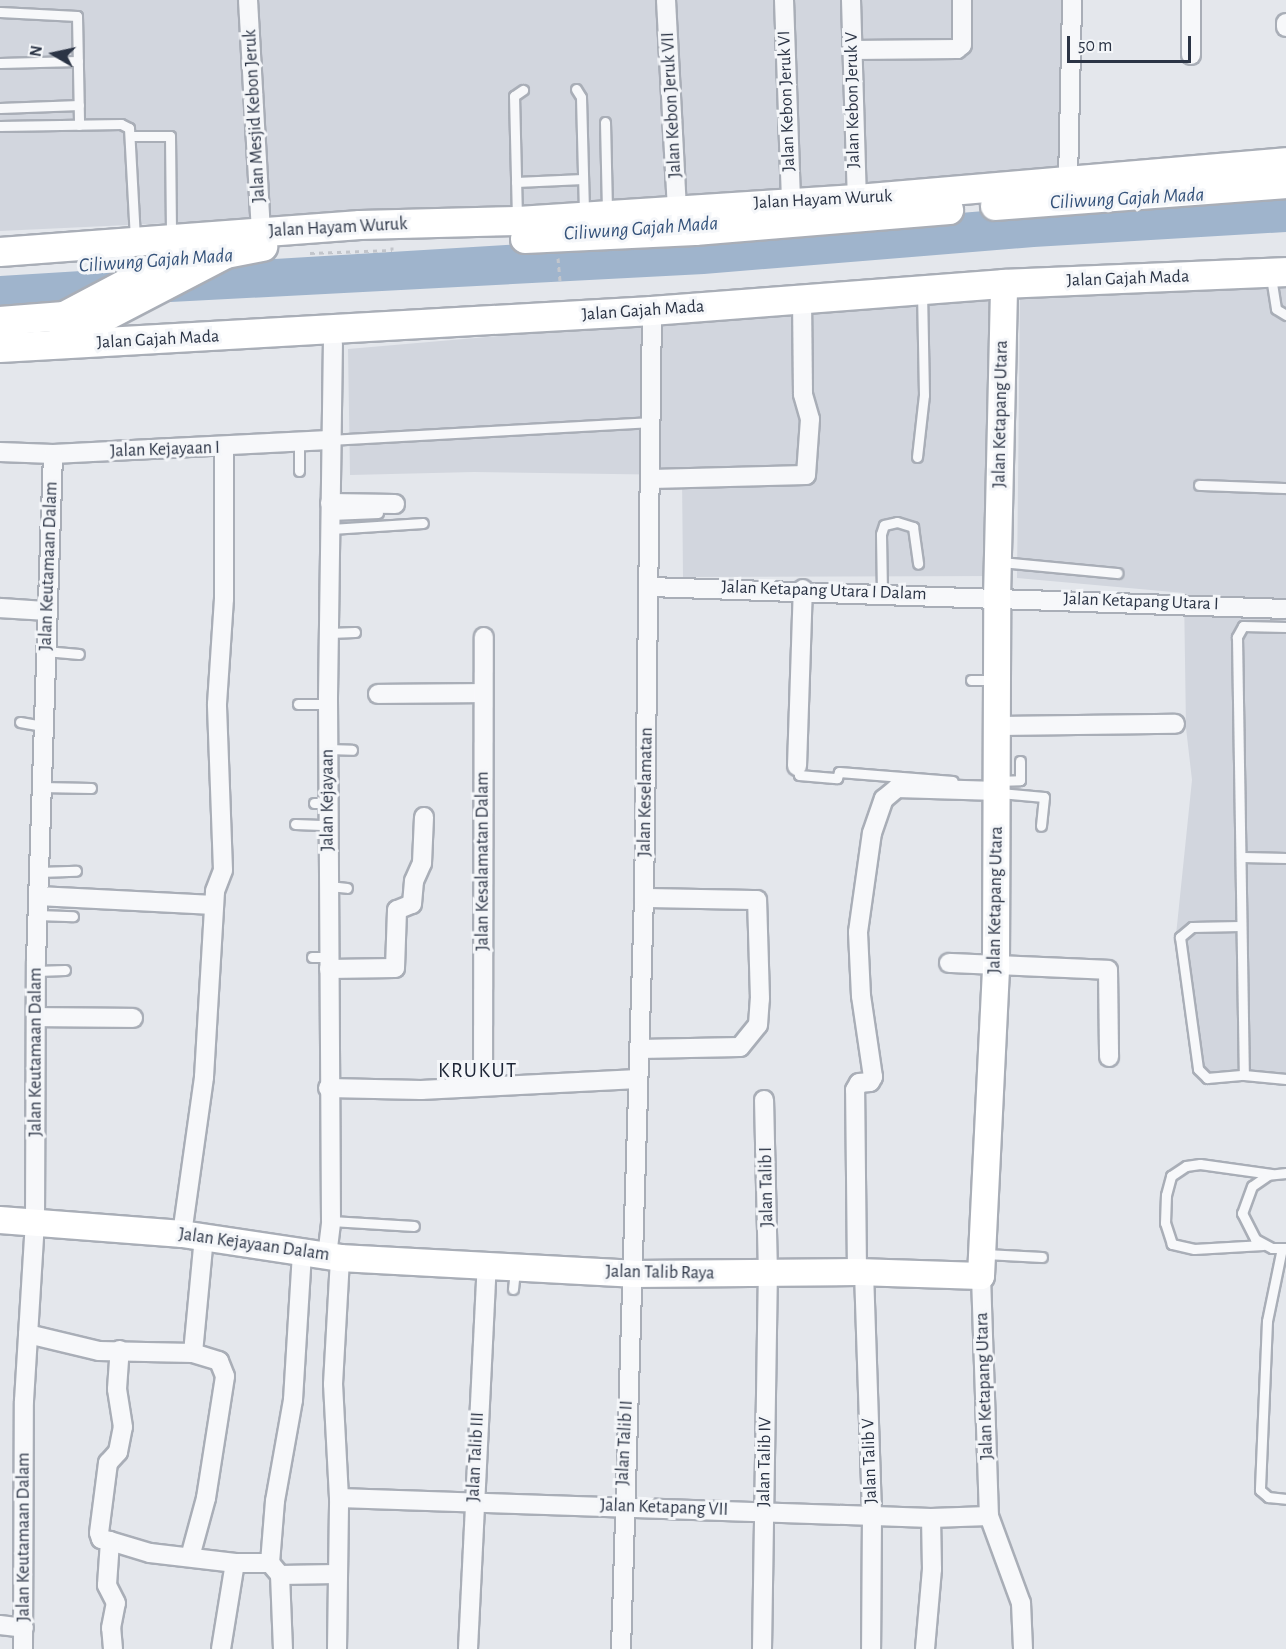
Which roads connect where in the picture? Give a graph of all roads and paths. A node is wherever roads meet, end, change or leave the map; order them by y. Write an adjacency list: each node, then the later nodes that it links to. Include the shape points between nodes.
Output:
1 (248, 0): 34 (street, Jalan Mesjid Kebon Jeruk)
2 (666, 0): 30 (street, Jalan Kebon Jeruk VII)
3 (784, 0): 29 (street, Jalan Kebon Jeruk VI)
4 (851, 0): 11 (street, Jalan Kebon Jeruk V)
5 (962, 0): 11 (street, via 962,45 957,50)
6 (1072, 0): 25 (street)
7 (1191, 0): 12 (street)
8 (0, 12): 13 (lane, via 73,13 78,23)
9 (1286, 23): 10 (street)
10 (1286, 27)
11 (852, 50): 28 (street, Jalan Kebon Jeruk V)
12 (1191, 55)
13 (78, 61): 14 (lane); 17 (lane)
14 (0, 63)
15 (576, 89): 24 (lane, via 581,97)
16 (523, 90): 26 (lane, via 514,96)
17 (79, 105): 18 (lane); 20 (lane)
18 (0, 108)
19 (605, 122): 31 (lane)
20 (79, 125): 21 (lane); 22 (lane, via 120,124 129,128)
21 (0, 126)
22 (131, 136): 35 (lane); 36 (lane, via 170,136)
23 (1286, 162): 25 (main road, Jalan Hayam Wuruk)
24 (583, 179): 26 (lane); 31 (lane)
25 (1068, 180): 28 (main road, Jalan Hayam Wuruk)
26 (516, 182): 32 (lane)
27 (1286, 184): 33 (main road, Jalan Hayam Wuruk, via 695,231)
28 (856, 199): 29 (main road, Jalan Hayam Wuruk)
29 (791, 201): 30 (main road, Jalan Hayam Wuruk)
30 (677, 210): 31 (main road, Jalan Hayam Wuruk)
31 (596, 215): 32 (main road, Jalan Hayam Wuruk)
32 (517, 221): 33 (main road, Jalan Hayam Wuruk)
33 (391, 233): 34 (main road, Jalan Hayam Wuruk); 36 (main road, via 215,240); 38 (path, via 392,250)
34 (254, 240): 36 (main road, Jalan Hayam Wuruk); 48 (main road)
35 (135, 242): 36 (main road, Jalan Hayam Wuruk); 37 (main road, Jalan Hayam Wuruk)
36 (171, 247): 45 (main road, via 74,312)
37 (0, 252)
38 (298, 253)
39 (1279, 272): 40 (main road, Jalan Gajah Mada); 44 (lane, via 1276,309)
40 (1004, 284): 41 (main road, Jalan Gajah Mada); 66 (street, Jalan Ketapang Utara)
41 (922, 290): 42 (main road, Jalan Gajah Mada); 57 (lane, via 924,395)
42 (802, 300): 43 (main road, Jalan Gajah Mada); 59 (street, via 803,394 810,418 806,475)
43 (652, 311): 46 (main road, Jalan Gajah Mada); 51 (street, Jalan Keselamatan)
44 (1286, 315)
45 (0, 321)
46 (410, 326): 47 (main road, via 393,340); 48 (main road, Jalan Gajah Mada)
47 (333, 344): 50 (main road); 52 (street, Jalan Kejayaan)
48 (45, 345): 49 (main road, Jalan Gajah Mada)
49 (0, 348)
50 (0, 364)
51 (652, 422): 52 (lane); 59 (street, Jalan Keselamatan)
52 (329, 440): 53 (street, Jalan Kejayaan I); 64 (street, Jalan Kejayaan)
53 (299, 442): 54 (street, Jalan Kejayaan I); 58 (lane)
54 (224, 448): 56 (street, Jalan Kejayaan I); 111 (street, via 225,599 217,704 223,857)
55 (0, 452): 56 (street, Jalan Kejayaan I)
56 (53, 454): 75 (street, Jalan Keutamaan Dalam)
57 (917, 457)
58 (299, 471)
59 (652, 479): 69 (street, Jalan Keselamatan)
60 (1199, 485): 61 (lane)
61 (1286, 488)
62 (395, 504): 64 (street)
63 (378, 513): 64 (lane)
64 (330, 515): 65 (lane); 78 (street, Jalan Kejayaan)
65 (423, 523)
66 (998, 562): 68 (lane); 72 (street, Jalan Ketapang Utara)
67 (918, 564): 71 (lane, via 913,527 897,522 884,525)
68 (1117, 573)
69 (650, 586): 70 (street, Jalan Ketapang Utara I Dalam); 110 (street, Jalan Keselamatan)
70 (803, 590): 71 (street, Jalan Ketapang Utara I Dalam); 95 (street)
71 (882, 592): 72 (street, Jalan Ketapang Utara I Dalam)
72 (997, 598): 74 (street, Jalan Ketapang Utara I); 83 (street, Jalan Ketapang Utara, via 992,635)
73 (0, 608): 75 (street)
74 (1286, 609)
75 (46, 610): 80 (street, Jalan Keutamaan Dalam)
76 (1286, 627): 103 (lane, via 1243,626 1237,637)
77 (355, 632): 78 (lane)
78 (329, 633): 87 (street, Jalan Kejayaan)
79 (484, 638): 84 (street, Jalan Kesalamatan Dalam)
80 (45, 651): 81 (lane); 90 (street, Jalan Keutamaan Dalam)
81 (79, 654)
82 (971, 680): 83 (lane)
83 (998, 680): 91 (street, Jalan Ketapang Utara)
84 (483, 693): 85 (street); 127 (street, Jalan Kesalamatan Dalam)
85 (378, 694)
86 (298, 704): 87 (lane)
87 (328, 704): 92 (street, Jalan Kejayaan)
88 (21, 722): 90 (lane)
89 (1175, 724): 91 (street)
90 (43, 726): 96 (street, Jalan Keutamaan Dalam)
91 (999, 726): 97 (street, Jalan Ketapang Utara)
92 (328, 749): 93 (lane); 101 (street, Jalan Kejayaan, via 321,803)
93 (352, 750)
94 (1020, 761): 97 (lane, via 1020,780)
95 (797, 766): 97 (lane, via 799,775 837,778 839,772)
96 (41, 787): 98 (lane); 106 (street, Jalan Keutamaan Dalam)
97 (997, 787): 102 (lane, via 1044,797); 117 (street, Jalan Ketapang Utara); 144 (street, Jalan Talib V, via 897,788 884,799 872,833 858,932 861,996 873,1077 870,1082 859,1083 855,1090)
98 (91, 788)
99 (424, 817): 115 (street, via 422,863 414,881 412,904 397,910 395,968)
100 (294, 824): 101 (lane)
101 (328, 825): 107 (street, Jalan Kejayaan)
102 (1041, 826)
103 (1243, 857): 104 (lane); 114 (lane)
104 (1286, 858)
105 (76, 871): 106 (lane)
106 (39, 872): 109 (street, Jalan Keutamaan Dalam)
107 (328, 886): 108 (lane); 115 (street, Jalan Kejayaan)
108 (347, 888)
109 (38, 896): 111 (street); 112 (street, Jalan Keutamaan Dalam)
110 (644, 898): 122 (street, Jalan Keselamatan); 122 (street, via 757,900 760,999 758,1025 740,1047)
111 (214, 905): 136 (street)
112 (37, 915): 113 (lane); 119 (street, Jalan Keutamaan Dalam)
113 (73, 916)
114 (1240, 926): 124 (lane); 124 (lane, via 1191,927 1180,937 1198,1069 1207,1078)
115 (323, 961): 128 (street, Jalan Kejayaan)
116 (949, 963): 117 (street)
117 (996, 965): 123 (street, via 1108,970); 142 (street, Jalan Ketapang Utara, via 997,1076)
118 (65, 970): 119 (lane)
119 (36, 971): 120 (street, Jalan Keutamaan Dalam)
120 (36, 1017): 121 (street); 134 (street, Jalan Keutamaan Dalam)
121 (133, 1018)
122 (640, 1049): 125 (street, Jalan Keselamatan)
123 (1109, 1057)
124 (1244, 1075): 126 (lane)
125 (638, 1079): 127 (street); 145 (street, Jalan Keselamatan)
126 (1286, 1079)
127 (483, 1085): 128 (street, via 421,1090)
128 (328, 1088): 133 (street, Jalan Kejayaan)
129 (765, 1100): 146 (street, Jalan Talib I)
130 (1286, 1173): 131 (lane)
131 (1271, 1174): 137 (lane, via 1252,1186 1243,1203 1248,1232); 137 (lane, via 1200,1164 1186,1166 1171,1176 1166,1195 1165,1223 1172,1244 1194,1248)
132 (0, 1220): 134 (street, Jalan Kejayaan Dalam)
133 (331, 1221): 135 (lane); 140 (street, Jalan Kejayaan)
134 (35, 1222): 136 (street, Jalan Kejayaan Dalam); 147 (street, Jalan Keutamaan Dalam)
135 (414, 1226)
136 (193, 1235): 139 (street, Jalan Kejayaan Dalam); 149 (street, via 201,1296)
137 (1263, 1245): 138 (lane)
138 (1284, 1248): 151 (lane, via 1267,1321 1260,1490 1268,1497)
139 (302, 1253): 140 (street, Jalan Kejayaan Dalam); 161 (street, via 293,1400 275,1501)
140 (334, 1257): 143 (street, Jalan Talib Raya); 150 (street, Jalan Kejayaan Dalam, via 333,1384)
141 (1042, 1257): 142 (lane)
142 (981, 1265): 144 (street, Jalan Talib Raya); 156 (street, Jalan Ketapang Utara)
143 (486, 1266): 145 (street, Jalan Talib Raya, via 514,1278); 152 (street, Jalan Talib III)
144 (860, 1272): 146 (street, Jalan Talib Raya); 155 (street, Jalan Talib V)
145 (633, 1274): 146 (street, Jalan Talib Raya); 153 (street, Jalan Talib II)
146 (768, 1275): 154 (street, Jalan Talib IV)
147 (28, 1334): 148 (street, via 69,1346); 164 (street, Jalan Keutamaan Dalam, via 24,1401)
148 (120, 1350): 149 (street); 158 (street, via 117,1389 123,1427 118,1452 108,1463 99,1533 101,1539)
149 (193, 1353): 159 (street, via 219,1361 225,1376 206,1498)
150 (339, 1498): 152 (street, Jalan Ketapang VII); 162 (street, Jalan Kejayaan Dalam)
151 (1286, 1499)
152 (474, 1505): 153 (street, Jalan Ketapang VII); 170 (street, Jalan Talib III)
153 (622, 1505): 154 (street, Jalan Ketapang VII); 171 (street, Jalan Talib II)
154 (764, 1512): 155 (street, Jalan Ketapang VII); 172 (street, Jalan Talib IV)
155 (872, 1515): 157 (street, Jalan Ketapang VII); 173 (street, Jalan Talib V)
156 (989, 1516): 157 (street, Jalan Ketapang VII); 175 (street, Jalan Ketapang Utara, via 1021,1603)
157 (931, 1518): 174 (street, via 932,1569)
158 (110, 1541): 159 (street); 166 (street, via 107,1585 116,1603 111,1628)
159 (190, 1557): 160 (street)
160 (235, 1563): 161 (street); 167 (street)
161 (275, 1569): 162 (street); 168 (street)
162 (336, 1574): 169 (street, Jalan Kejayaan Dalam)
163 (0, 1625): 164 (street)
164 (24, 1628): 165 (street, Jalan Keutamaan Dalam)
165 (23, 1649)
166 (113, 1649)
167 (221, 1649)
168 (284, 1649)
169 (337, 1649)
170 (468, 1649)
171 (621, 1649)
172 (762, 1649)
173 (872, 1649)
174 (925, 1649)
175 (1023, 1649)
_____
- [Task item]
Pull together all lines from the data that mention the word "Talib".

- [Task answer]
97 (997, 787): 102 (lane, via 1044,797); 117 (street, Jalan Ketapang Utara); 144 (street, Jalan Talib V, via 897,788 884,799 872,833 858,932 861,996 873,1077 870,1082 859,1083 855,1090)
129 (765, 1100): 146 (street, Jalan Talib I)
140 (334, 1257): 143 (street, Jalan Talib Raya); 150 (street, Jalan Kejayaan Dalam, via 333,1384)
142 (981, 1265): 144 (street, Jalan Talib Raya); 156 (street, Jalan Ketapang Utara)
143 (486, 1266): 145 (street, Jalan Talib Raya, via 514,1278); 152 (street, Jalan Talib III)
144 (860, 1272): 146 (street, Jalan Talib Raya); 155 (street, Jalan Talib V)
145 (633, 1274): 146 (street, Jalan Talib Raya); 153 (street, Jalan Talib II)
146 (768, 1275): 154 (street, Jalan Talib IV)
152 (474, 1505): 153 (street, Jalan Ketapang VII); 170 (street, Jalan Talib III)
153 (622, 1505): 154 (street, Jalan Ketapang VII); 171 (street, Jalan Talib II)
154 (764, 1512): 155 (street, Jalan Ketapang VII); 172 (street, Jalan Talib IV)
155 (872, 1515): 157 (street, Jalan Ketapang VII); 173 (street, Jalan Talib V)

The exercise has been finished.